Task statement → Retype every entry below without pictures.

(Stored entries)
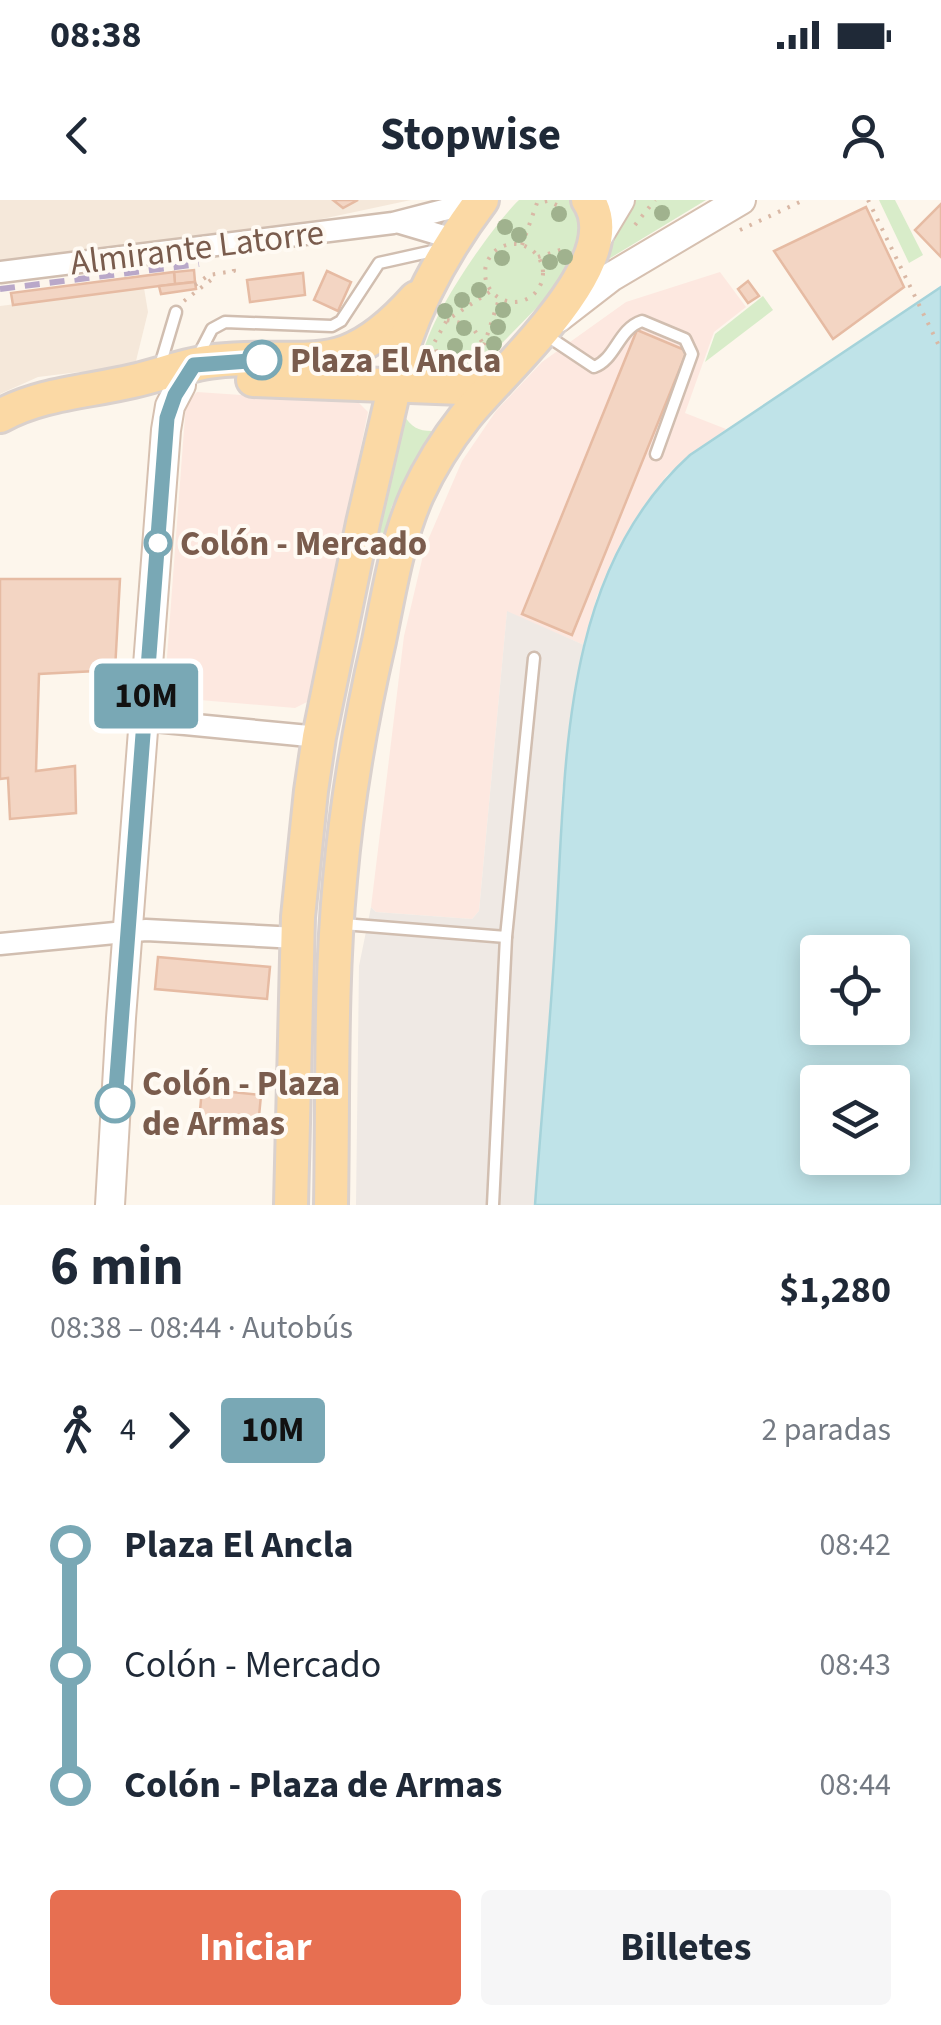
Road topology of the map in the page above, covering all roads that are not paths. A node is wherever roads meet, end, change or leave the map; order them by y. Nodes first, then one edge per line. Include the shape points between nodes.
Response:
1 (482, 200) edge
2 (620, 200) edge
3 (741, 200) edge
4 (578, 207) edge
5 (394, 223) junction
6 (584, 243) junction
7 (451, 244) junction
8 (0, 272) edge
9 (427, 286) junction
10 (173, 308) road end
11 (541, 331) junction
12 (178, 375) junction
13 (477, 380) junction
14 (394, 386) junction
15 (0, 416) edge
16 (656, 454) dead end
17 (534, 658) dead end
18 (144, 720) junction
19 (319, 737) junction
20 (337, 924) junction
21 (128, 931) junction
22 (506, 936) junction
23 (297, 938) junction
24 (0, 944) edge
25 (336, 968) junction
26 (110, 1205) edge
27 (291, 1205) edge
28 (331, 1205) edge
29 (493, 1205) edge

1 - 5 street, Almirante Latorre
1 - 7 main road
2 - 6 main road
3 - 11 main road via 611,277
4 - 6 main road via 596,215
5 - 7 street, Almirante Latorre via 422,227
5 - 8 street, Almirante Latorre
6 - 11 main road via 577,284
7 - 9 main road
7 - 12 lane via 379,263 332,326 225,322
9 - 12 main road via 352,352 324,359 220,361
9 - 14 main road
10 - 12 lane
11 - 13 main road
11 - 16 lane via 594,367 605,363 637,322 685,339 692,354
12 - 14 main road
12 - 15 main road via 156,389 104,388 35,400
12 - 18 main road via 167,418
13 - 14 main road
13 - 20 main road via 462,420 428,472 400,544 359,746
14 - 19 main road
17 - 22 lane
18 - 19 street
18 - 21 main road
19 - 23 main road
20 - 22 lane
20 - 25 main road
21 - 23 street
21 - 24 street
21 - 26 main road
22 - 29 lane
23 - 25 main road
23 - 27 main road
25 - 28 main road

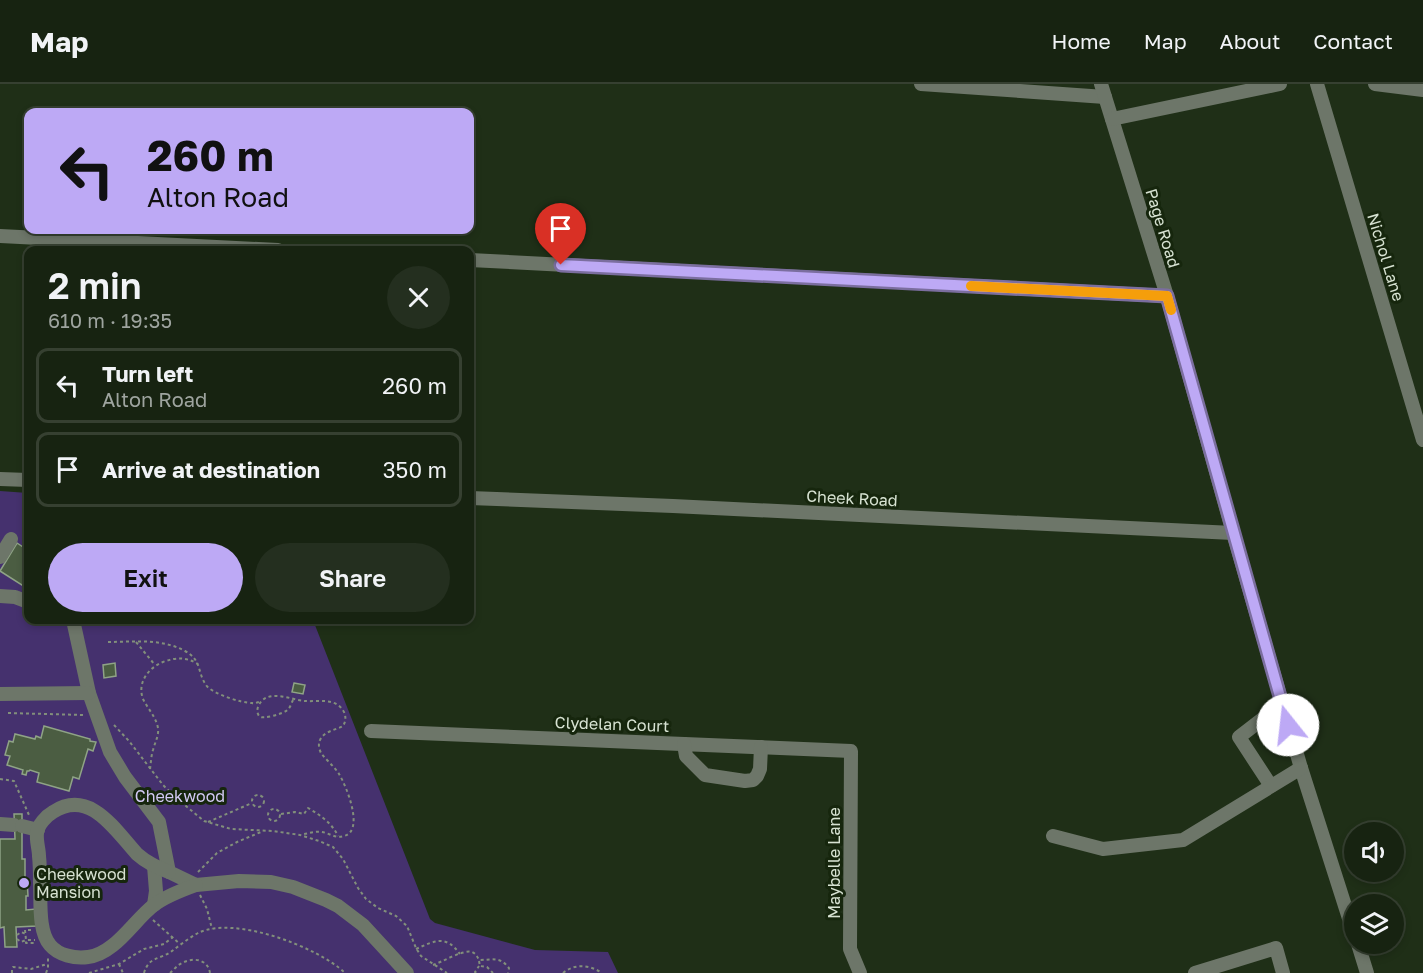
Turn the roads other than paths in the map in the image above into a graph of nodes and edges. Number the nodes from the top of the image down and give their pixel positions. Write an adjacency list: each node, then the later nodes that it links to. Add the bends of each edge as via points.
1 (921, 84): 6 (street)
2 (1280, 84): 7 (street)
3 (1317, 84): 12 (street, Nichol Lane)
4 (1375, 84): 5 (street)
5 (1423, 90)
6 (1103, 91): 7 (street, Page Road)
7 (1112, 119): 11 (street, Page Road)
8 (0, 236): 9 (street)
9 (199, 246)
10 (474, 260): 11 (street)
11 (1167, 296): 16 (street, Page Road)
12 (1423, 440)
13 (0, 479): 14 (street)
14 (24, 480)
15 (474, 498): 16 (street, Cheek Road)
16 (1233, 533): 24 (street, Page Road)
17 (11, 540): 18 (street)
18 (0, 557)
19 (0, 596): 20 (street)
20 (24, 600)
21 (74, 624): 22 (street)
22 (89, 693): 23 (street); 35 (street, via 110,752 159,822)
23 (0, 694)
24 (1282, 704): 29 (street, Page Road); 30 (street, via 1239,738)
25 (371, 731): 26 (street, Clydelan Court)
26 (684, 744): 27 (street, Clydelan Court); 27 (street, via 686,756 705,775 749,781 758,773)
27 (761, 747): 28 (street, Clydelan Court)
28 (851, 751): 41 (street, Maybelle Lane, via 850,949)
29 (1301, 768): 30 (street); 37 (street, Page Road)
30 (1271, 786): 33 (street, via 1183,840 1103,849)
31 (0, 824): 32 (street)
32 (26, 825): 34 (street, via 59,809 90,808); 38 (street, via 37,834 42,927 53,948 72,957 98,954)
33 (1053, 836)
34 (154, 866): 35 (street); 38 (street, via 156,891)
35 (169, 872): 36 (street)
36 (196, 885): 38 (street); 40 (street, via 240,881 282,884 332,903 376,938)
37 (1344, 903)
38 (150, 909)
39 (1361, 954): 44 (street)
40 (407, 973)
41 (860, 973)
42 (1195, 973): 43 (street, via 1276,948)
43 (1283, 973)
44 (1367, 973)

Exercise output →
Road topology of the map in the page above, covering all roads that are not paths. A node is wherever roads meet, end, change or leave the map; order them by y. Nodes first, then one edge per line. Include the shape points between nodes.
Response:
1 (482, 200) edge
2 (620, 200) edge
3 (741, 200) edge
4 (578, 207) edge
5 (394, 223) junction
6 (584, 243) junction
7 (451, 244) junction
8 (0, 272) edge
9 (427, 286) junction
10 (173, 308) road end
11 (541, 331) junction
12 (178, 375) junction
13 (477, 380) junction
14 (394, 386) junction
15 (0, 416) edge
16 (656, 454) dead end
17 (534, 658) dead end
18 (144, 720) junction
19 (319, 737) junction
20 (337, 924) junction
21 (128, 931) junction
22 (506, 936) junction
23 (297, 938) junction
24 (0, 944) edge
25 (336, 968) junction
26 (110, 1205) edge
27 (291, 1205) edge
28 (331, 1205) edge
29 (493, 1205) edge

1 - 5 street, Almirante Latorre
1 - 7 main road
2 - 6 main road
3 - 11 main road via 611,277
4 - 6 main road via 596,215
5 - 7 street, Almirante Latorre via 422,227
5 - 8 street, Almirante Latorre
6 - 11 main road via 577,284
7 - 9 main road
7 - 12 lane via 379,263 332,326 225,322
9 - 12 main road via 352,352 324,359 220,361
9 - 14 main road
10 - 12 lane
11 - 13 main road
11 - 16 lane via 594,367 605,363 637,322 685,339 692,354
12 - 14 main road
12 - 15 main road via 156,389 104,388 35,400
12 - 18 main road via 167,418
13 - 14 main road
13 - 20 main road via 462,420 428,472 400,544 359,746
14 - 19 main road
17 - 22 lane
18 - 19 street
18 - 21 main road
19 - 23 main road
20 - 22 lane
20 - 25 main road
21 - 23 street
21 - 24 street
21 - 26 main road
22 - 29 lane
23 - 25 main road
23 - 27 main road
25 - 28 main road

Turn the roads other than paths in the map in the image above into a graph of nodes and edges. Number the nodes from the top of the image down and give their pixel positions. Write an adjacency list: each node, then the later nodes that it links to. Add the bends of each edge as via points.
1 (921, 84): 6 (street)
2 (1280, 84): 7 (street)
3 (1317, 84): 12 (street, Nichol Lane)
4 (1375, 84): 5 (street)
5 (1423, 90)
6 (1103, 91): 7 (street, Page Road)
7 (1112, 119): 11 (street, Page Road)
8 (0, 236): 9 (street)
9 (199, 246)
10 (474, 260): 11 (street)
11 (1167, 296): 16 (street, Page Road)
12 (1423, 440)
13 (0, 479): 14 (street)
14 (24, 480)
15 (474, 498): 16 (street, Cheek Road)
16 (1233, 533): 24 (street, Page Road)
17 (11, 540): 18 (street)
18 (0, 557)
19 (0, 596): 20 (street)
20 (24, 600)
21 (74, 624): 22 (street)
22 (89, 693): 23 (street); 35 (street, via 110,752 159,822)
23 (0, 694)
24 (1282, 704): 29 (street, Page Road); 30 (street, via 1239,738)
25 (371, 731): 26 (street, Clydelan Court)
26 (684, 744): 27 (street, Clydelan Court); 27 (street, via 686,756 705,775 749,781 758,773)
27 (761, 747): 28 (street, Clydelan Court)
28 (851, 751): 41 (street, Maybelle Lane, via 850,949)
29 (1301, 768): 30 (street); 37 (street, Page Road)
30 (1271, 786): 33 (street, via 1183,840 1103,849)
31 (0, 824): 32 (street)
32 (26, 825): 34 (street, via 59,809 90,808); 38 (street, via 37,834 42,927 53,948 72,957 98,954)
33 (1053, 836)
34 (154, 866): 35 (street); 38 (street, via 156,891)
35 (169, 872): 36 (street)
36 (196, 885): 38 (street); 40 (street, via 240,881 282,884 332,903 376,938)
37 (1344, 903)
38 (150, 909)
39 (1361, 954): 44 (street)
40 (407, 973)
41 (860, 973)
42 (1195, 973): 43 (street, via 1276,948)
43 (1283, 973)
44 (1367, 973)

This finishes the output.